Individuals who fall victim to cutting carbs, and therefore do not consume enough carbohydrates may experience headaches, fatigue, difficulty concentrating, and irritability. This pattern of eating can lead to more serious issues including deficiencies of important vitamins and minerals.


Complex Versus Simple Carbs

There are two types of carbohydrates – complex and simple. Complex carbs are highly nutritious and include starches and fiber, whereas simple carbs are sugars which have had most of the nutrients and fiber removed. Complex carbs take longer to digest and provide for longer levels of energy while simple carbs are quickly digested and absorbed giving shorter bursts of energy.

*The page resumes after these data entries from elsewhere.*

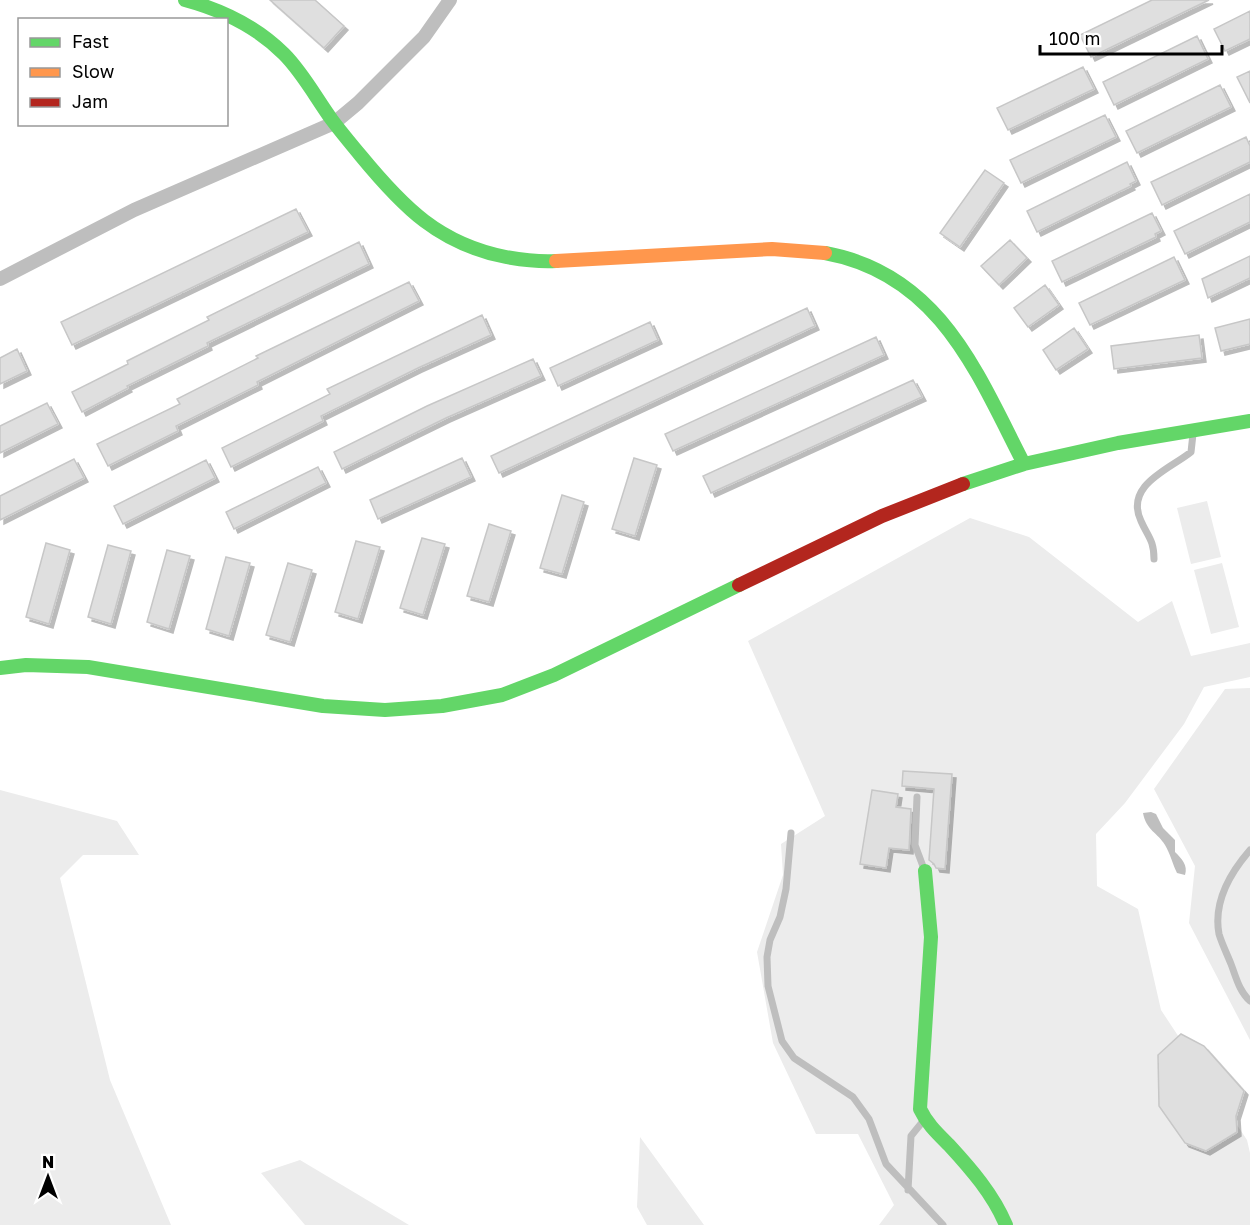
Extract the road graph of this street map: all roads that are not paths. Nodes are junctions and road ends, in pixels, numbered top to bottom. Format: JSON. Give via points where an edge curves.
{"nodes":[{"id":1,"x":185,"y":0,"type":"edge"},
{"id":2,"x":450,"y":0,"type":"edge"},
{"id":3,"x":334,"y":123,"type":"junction"},
{"id":4,"x":0,"y":279,"type":"edge"},
{"id":5,"x":1250,"y":422,"type":"edge"},
{"id":6,"x":1193,"y":431,"type":"junction"},
{"id":7,"x":1024,"y":464,"type":"junction"},
{"id":8,"x":1154,"y":559,"type":"dead end"},
{"id":9,"x":0,"y":668,"type":"edge"},
{"id":10,"x":917,"y":797,"type":"dead end"},
{"id":11,"x":791,"y":833,"type":"dead end"},
{"id":12,"x":1250,"y":850,"type":"edge"},
{"id":13,"x":925,"y":871,"type":"joint"},
{"id":14,"x":1250,"y":1001,"type":"edge"},
{"id":15,"x":924,"y":1118,"type":"junction"},
{"id":16,"x":908,"y":1190,"type":"junction"},
{"id":17,"x":943,"y":1225,"type":"edge"},
{"id":18,"x":1006,"y":1225,"type":"edge"}],
"edges":[{"from":1,"to":3,"type":"street","via":[[223,13],[266,38],[302,74]]},
{"from":2,"to":3,"type":"street","via":[[424,37]]},
{"from":3,"to":4,"type":"street","via":[[134,210]]},
{"from":3,"to":7,"type":"street","via":[[391,194],[414,215],[442,235],[474,249],[542,262],[804,250],[832,254],[885,276],[933,311],[952,334]]},
{"from":5,"to":6,"type":"street"},
{"from":6,"to":7,"type":"street"},
{"from":6,"to":8,"type":"lane","via":[[1191,452],[1153,477],[1140,496],[1139,516],[1153,542]]},
{"from":7,"to":9,"type":"street","via":[[882,516],[555,675],[502,696],[385,710],[323,706],[88,667]]},
{"from":10,"to":13,"type":"lane","via":[[915,845]]},
{"from":11,"to":16,"type":"lane","via":[[786,889],[767,957],[768,986],[782,1041],[794,1058],[853,1096],[869,1119],[886,1164]]},
{"from":12,"to":14,"type":"lane","via":[[1227,883],[1218,920],[1224,948],[1241,990]]},
{"from":13,"to":15,"type":"street","via":[[931,937],[919,1100]]},
{"from":15,"to":16,"type":"lane","via":[[910,1136]]},
{"from":15,"to":18,"type":"street","via":[[996,1203]]},
{"from":16,"to":17,"type":"lane"}]}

Foods High in Carbohydrates

When choosing carbohydrates, except for special treats, choose complex over simple.

Complex carb choices include:

  1. Vegetables
  2. Fruits
  3. Whole grains (oats, buckwheat, barley, and quinoa)
  4. Rice and whole grain pasta
  5. Legumes (beans and lentils)
  6. Dairy (yogurt, cheese, and milk)

Simple carb choices include:

  1. White bread
  2. White rice and pasta
  3. Fruit juices
  4. Soda, tea, and other sugar-sweetened beverages
  5. Candy
  6. Cakes, pies, and cookies



Even though we may try to avoid eating carbohydrates because we’re afraid they’ll contribute to unwanted weight gain, in reality, they’re essential to our health. The key is choosing nutritious complex carbs that will give us the energy we need and not falling victim to eating too many sugar-loaded simple carbs. As with all other things, the key is balance and learning what works for each of us.


  • • What are your favorite carb sources?
  • • Do you feel that you eat too many carbs?
  • • Which macronutrient do you consume most? ~ I have a sweet tooth a mile long that I constantly have to reign in so I don’t eat so many sweets.